I took the picture above because the landscape looked so different from just a few months ago. Where there was once dense vegetation and winding paths, now everything has been cleared away. The dryness of the area forced a drastic measure: cut everything down to reduce the risk of wildfire.
Seeing this barren space reminded me of how often I try to suppress the emotional wildfires in my own life.
Earlier this week, I had a bit of a scare and the alarms in my head went off. Fear bulldozed through my logic, and all I could think about was worst-case scenarios. I realized how quickly my instinct is to strip everything away that might burn—to suppress the emotions instead of letting them move through me.
If you haven’t guessed already, I don’t like it when life feels out of control, especially when it comes with the risk of emotional overwhelm.
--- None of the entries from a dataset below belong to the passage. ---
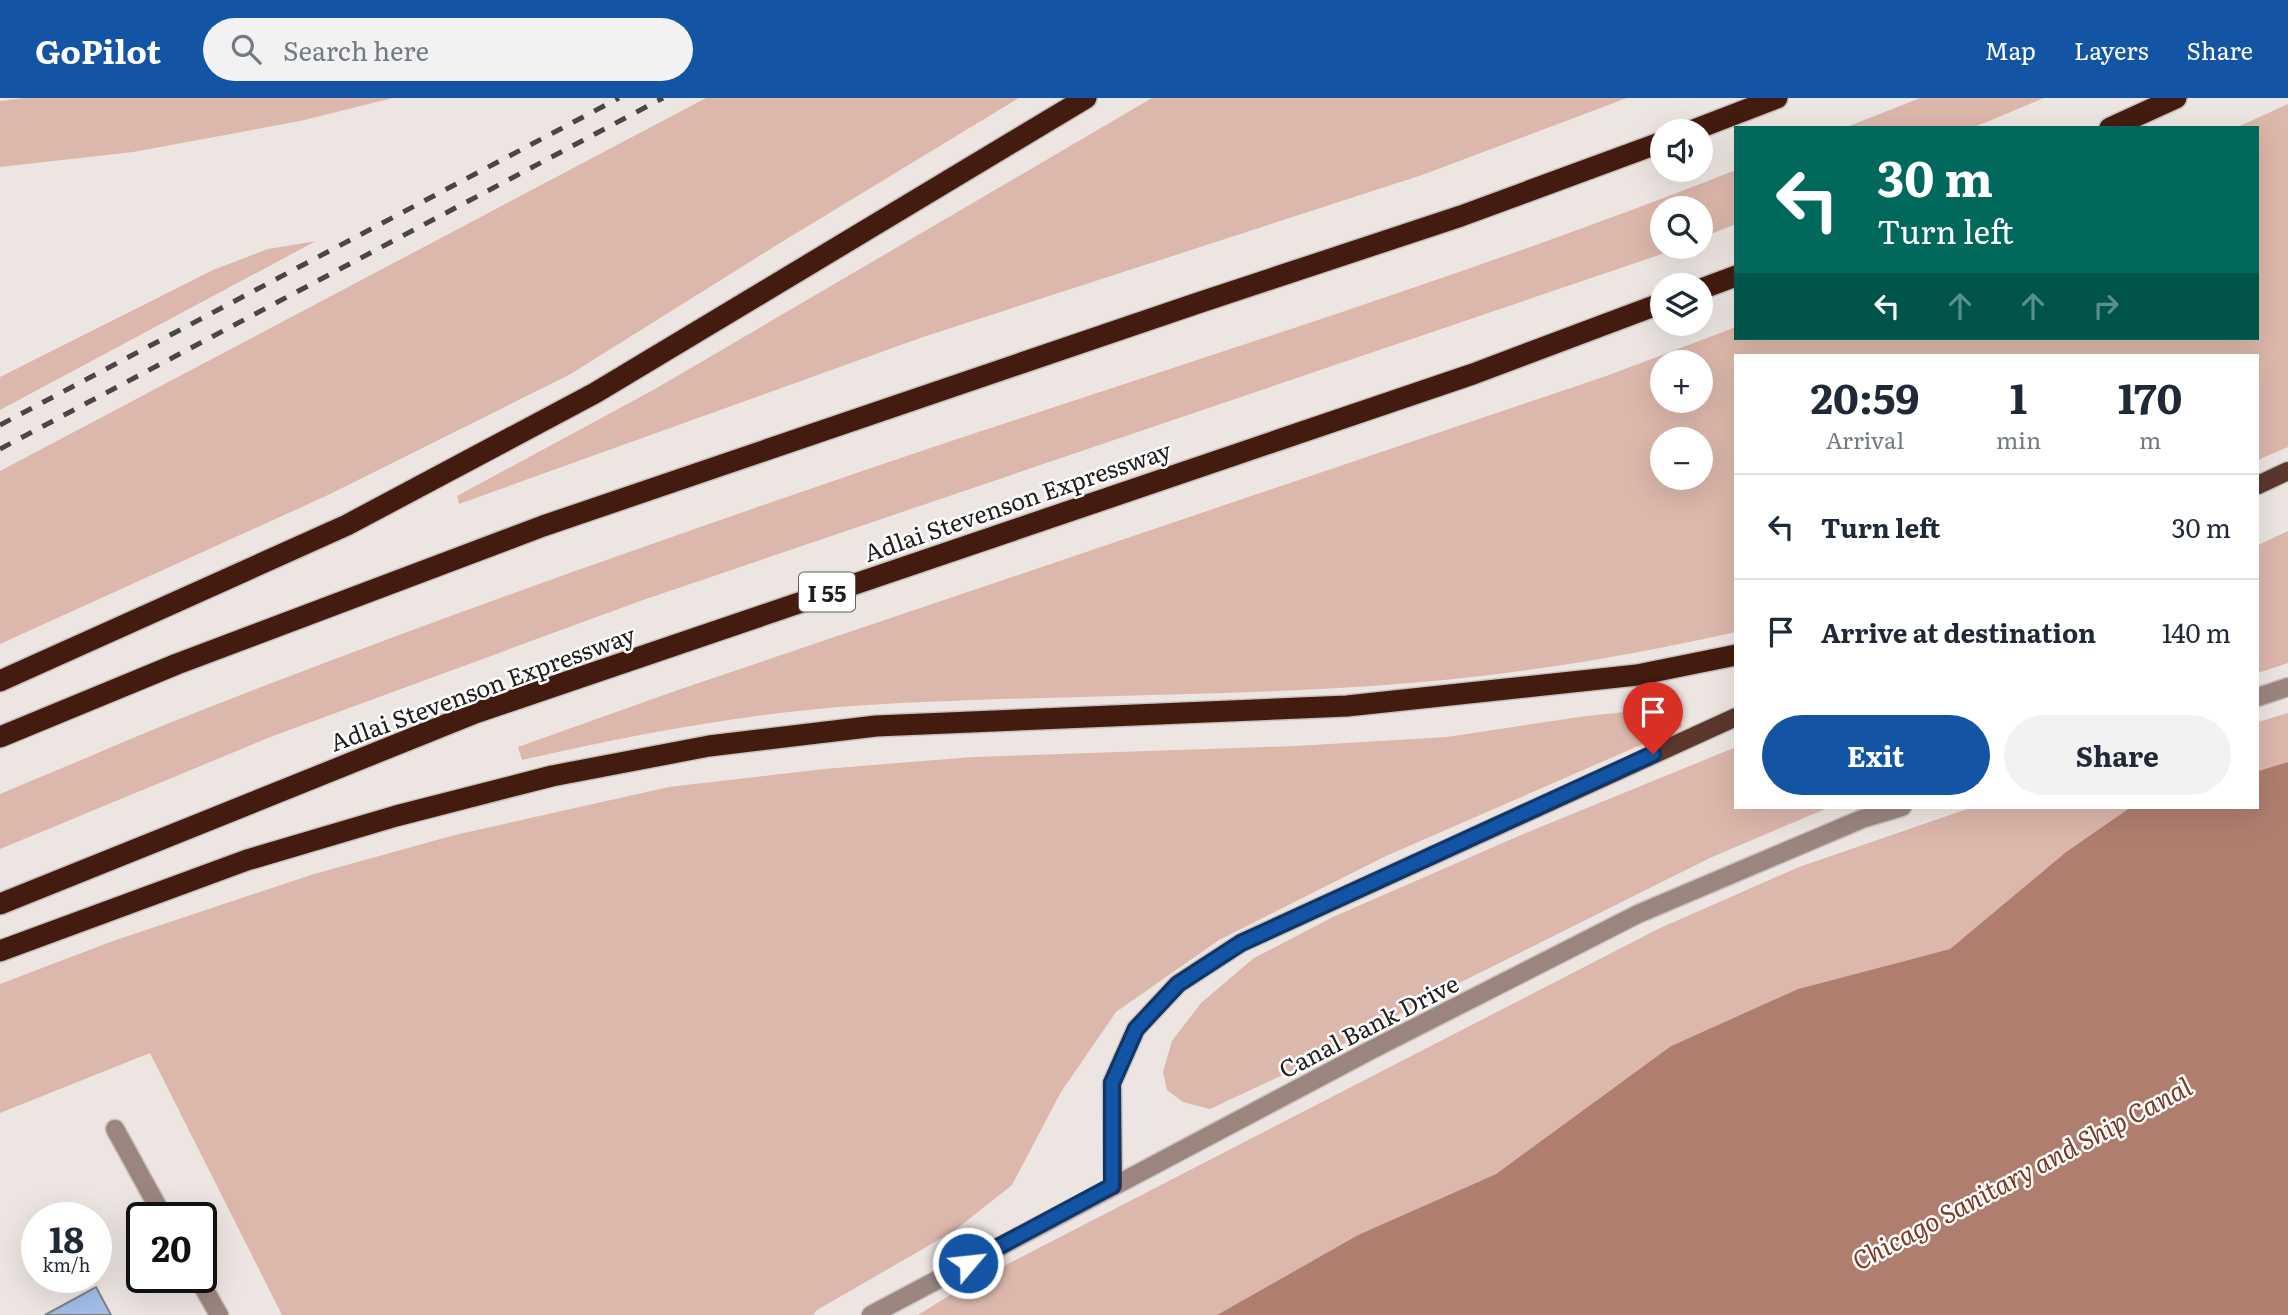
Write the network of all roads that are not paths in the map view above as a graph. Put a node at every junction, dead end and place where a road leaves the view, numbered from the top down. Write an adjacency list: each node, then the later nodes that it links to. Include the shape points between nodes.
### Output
1 (1086, 98): 13 (highway, via 595,393 346,525)
2 (1777, 98): 4 (highway)
3 (2176, 98): 5 (highway)
4 (1713, 123)
5 (2114, 126)
6 (1650, 146): 17 (highway, via 1461,216 543,526 177,664)
7 (1734, 277): 8 (highway)
8 (1713, 285)
9 (1650, 308): 19 (highway, Adlai Stevenson Expressway / I 55, via 1473,374 475,713)
10 (2288, 471): 11 (main road)
11 (2259, 485)
12 (1734, 656): 20 (highway, via 1637,675 1347,706 876,726 709,747 552,775 384,820 247,860)
13 (0, 681)
14 (2288, 687): 15 (lane)
15 (2259, 696)
16 (1734, 718): 22 (main road, via 1241,943 1178,984 1136,1029 1112,1083)
17 (0, 737)
18 (1895, 809): 22 (lane, Canal Bank Drive, via 1638,914)
19 (0, 904)
20 (0, 951)
21 (115, 1129): 23 (lane)
22 (1112, 1186): 26 (lane, Canal Bank Drive)
23 (155, 1202)
24 (207, 1293): 25 (lane)
25 (219, 1315)
26 (872, 1315)

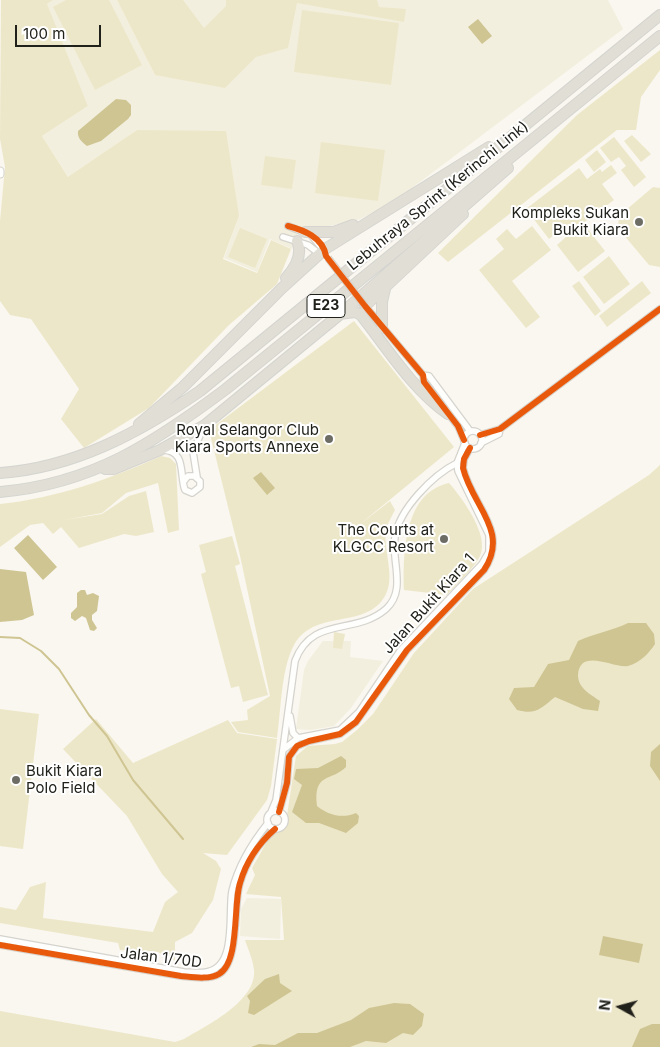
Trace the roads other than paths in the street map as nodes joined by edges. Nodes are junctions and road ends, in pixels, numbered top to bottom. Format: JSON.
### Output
{"nodes":[{"id":1,"x":660,"y":15,"type":"edge"},
{"id":2,"x":660,"y":36,"type":"edge"},
{"id":3,"x":526,"y":124,"type":"junction"},
{"id":4,"x":546,"y":130,"type":"junction"},
{"id":5,"x":489,"y":186,"type":"junction"},
{"id":6,"x":369,"y":222,"type":"junction"},
{"id":7,"x":288,"y":226,"type":"dead end"},
{"id":8,"x":305,"y":232,"type":"junction"},
{"id":9,"x":283,"y":237,"type":"dead end"},
{"id":10,"x":297,"y":241,"type":"junction"},
{"id":11,"x":325,"y":254,"type":"junction"},
{"id":12,"x":282,"y":288,"type":"junction"},
{"id":13,"x":386,"y":288,"type":"junction"},
{"id":14,"x":365,"y":306,"type":"junction"},
{"id":15,"x":660,"y":309,"type":"edge"},
{"id":16,"x":338,"y":315,"type":"junction"},
{"id":17,"x":382,"y":328,"type":"junction"},
{"id":18,"x":423,"y":375,"type":"junction"},
{"id":19,"x":448,"y":414,"type":"junction"},
{"id":20,"x":205,"y":424,"type":"junction"},
{"id":21,"x":500,"y":429,"type":"junction"},
{"id":22,"x":470,"y":432,"type":"junction"},
{"id":23,"x":480,"y":435,"type":"junction"},
{"id":24,"x":122,"y":436,"type":"junction"},
{"id":25,"x":465,"y":442,"type":"junction"},
{"id":26,"x":481,"y":443,"type":"junction"},
{"id":27,"x":470,"y":448,"type":"junction"},
{"id":28,"x":160,"y":450,"type":"junction"},
{"id":29,"x":457,"y":464,"type":"junction"},
{"id":30,"x":99,"y":470,"type":"junction"},
{"id":31,"x":0,"y":473,"type":"edge"},
{"id":32,"x":197,"y":477,"type":"junction"},
{"id":33,"x":184,"y":481,"type":"junction"},
{"id":34,"x":0,"y":492,"type":"edge"},
{"id":35,"x":289,"y":709,"type":"junction"},
{"id":36,"x":298,"y":738,"type":"junction"},
{"id":37,"x":283,"y":750,"type":"junction"},
{"id":38,"x":271,"y":812,"type":"junction"},
{"id":39,"x":279,"y":812,"type":"junction"},
{"id":40,"x":268,"y":823,"type":"junction"},
{"id":41,"x":275,"y":829,"type":"junction"},
{"id":42,"x":0,"y":939,"type":"edge"},
{"id":43,"x":0,"y":945,"type":"edge"}],
"edges":[{"from":1,"to":3,"type":"highway","name":"Lebuhraya Sprint (Kerinchi Link)","number":"E23"},
{"from":2,"to":4,"type":"highway","name":"Lebuhraya Sprint (Kerinchi Link)","number":"E23"},
{"from":3,"to":6,"type":"highway"},
{"from":3,"to":24,"type":"highway","name":"Lebuhraya Sprint (Kerinchi Link)","number":"E23"},
{"from":4,"to":5,"type":"highway"},
{"from":4,"to":30,"type":"highway","name":"Lebuhraya Sprint (Kerinchi Link)","number":"E23"},
{"from":5,"to":13,"type":"highway"},
{"from":5,"to":16,"type":"highway"},
{"from":6,"to":8,"type":"highway"},
{"from":6,"to":11,"type":"highway"},
{"from":7,"to":8,"type":"street"},
{"from":8,"to":11,"type":"street"},
{"from":9,"to":10,"type":"street"},
{"from":10,"to":11,"type":"street"},
{"from":10,"to":12,"type":"highway"},
{"from":11,"to":12,"type":"highway"},
{"from":11,"to":14,"type":"street","bridge":true},
{"from":12,"to":24,"type":"highway"},
{"from":13,"to":14,"type":"highway"},
{"from":13,"to":17,"type":"highway"},
{"from":14,"to":17,"type":"street"},
{"from":15,"to":21,"type":"street"},
{"from":16,"to":19,"type":"highway"},
{"from":16,"to":20,"type":"highway"},
{"from":17,"to":18,"type":"street"},
{"from":18,"to":19,"type":"street"},
{"from":18,"to":22,"type":"street"},
{"from":19,"to":25,"type":"street"},
{"from":20,"to":28,"type":"highway"},
{"from":20,"to":32,"type":"street"},
{"from":21,"to":23,"type":"street"},
{"from":21,"to":26,"type":"street"},
{"from":22,"to":23,"type":"street"},
{"from":22,"to":25,"type":"street"},
{"from":23,"to":26,"type":"street"},
{"from":24,"to":31,"type":"highway","name":"Lebuhraya Sprint (Kerinchi Link)","number":"E23"},
{"from":25,"to":27,"type":"street"},
{"from":25,"to":29,"type":"street"},
{"from":26,"to":27,"type":"street"},
{"from":27,"to":39,"type":"street","name":"Jalan Bukit Kiara 1"},
{"from":28,"to":30,"type":"highway"},
{"from":28,"to":33,"type":"street"},
{"from":29,"to":35,"type":"street"},
{"from":29,"to":36,"type":"street","name":"Jalan Bukit Kiara 1"},
{"from":30,"to":34,"type":"highway","name":"Lebuhraya Sprint (Kerinchi Link)","number":"E23"},
{"from":32,"to":33,"type":"street"},
{"from":32,"to":33,"type":"street"},
{"from":35,"to":36,"type":"street"},
{"from":35,"to":37,"type":"street"},
{"from":36,"to":37,"type":"street","name":"Jalan Bukit Kiara 1"},
{"from":37,"to":38,"type":"street"},
{"from":38,"to":39,"type":"street"},
{"from":38,"to":40,"type":"street"},
{"from":39,"to":41,"type":"street"},
{"from":40,"to":41,"type":"street"},
{"from":40,"to":42,"type":"street","name":"Jalan 1/70D"},
{"from":41,"to":43,"type":"street","name":"Jalan 1/70D"}]}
When I visited my doctor recently, I broke down in tears and she offered me a tissue. Whenever someone does that, the alarms sound that I am being too emotional. So, I quickly shut my emotions off—a learned pattern from childhood.
Growing up, I was often forced by my dad to control my reactions. Even during painful experiences, I learned that showing emotion wasn’t safe. Over time, I became skilled at suppressing my emotions, which caused me to feel completely numb. It is one way I reduced the risk of an emotional wildfire turning into something that feels uncontrollable, destroying everything in its path.
However, being forced to control my emotions, to suppress them, certainly wasn’t a good thing. While this helped me survive hard situations, it also blocked joy, connection, and authenticity. Emotional suppression may look like control—but it leaves us dry and vulnerable. Suppressing feelings doesn’t stop them; it only buries them until they ignite with greater force.
Fortunately, I’ve now learned that emotions serve a purpose. They’re messages. When we resist them, they get stuck. When we allow them to move through us—like waves of the ocean—they eventually settle, leaving us with greater clarity and resilience.
Although lately, I have fallen back into the pattern of suppressing emotions to the point of feeling numb. I have many emotional wildfires occurring simultaneously and went into protective mode. However, I noticed in the picture that not all vegetation was wiped out and was reminded that not all emotions need to be eliminated. Just as fire management requires balance, so does emotional regulation.
We don’t need to wipe out the entire forest of emotions to stay safe. Instead, we can nurture the areas of risk. Sometimes we can clear out the various areas that can fuel a fire, like removing sweets from the house if they trigger stress eating. We can add emotional moisture through self-care and compassion. We can allow space to feel instead of bulldozing emotions away. We can seek support instead of doing it alone.
If you’ve been struggling with suppressing what feels too difficult to feel, ask yourself what part of you needs compassion, attention, or validation? Sometimes, the most powerful act of healing is simply listening to ourselves.
Remember that it doesn’t need to be all or nothing. We don’t need to bulldoze the forest down, eliminating all possibilities of emotional wildfire. Emotional healing won’t come from control or suppression—it comes from curiosity, compassion, and connection. When we can acknowledge our emotional wildfires, and allow ourselves to actually feel the experience versus suppressing it, we are choosing to live an authentic life.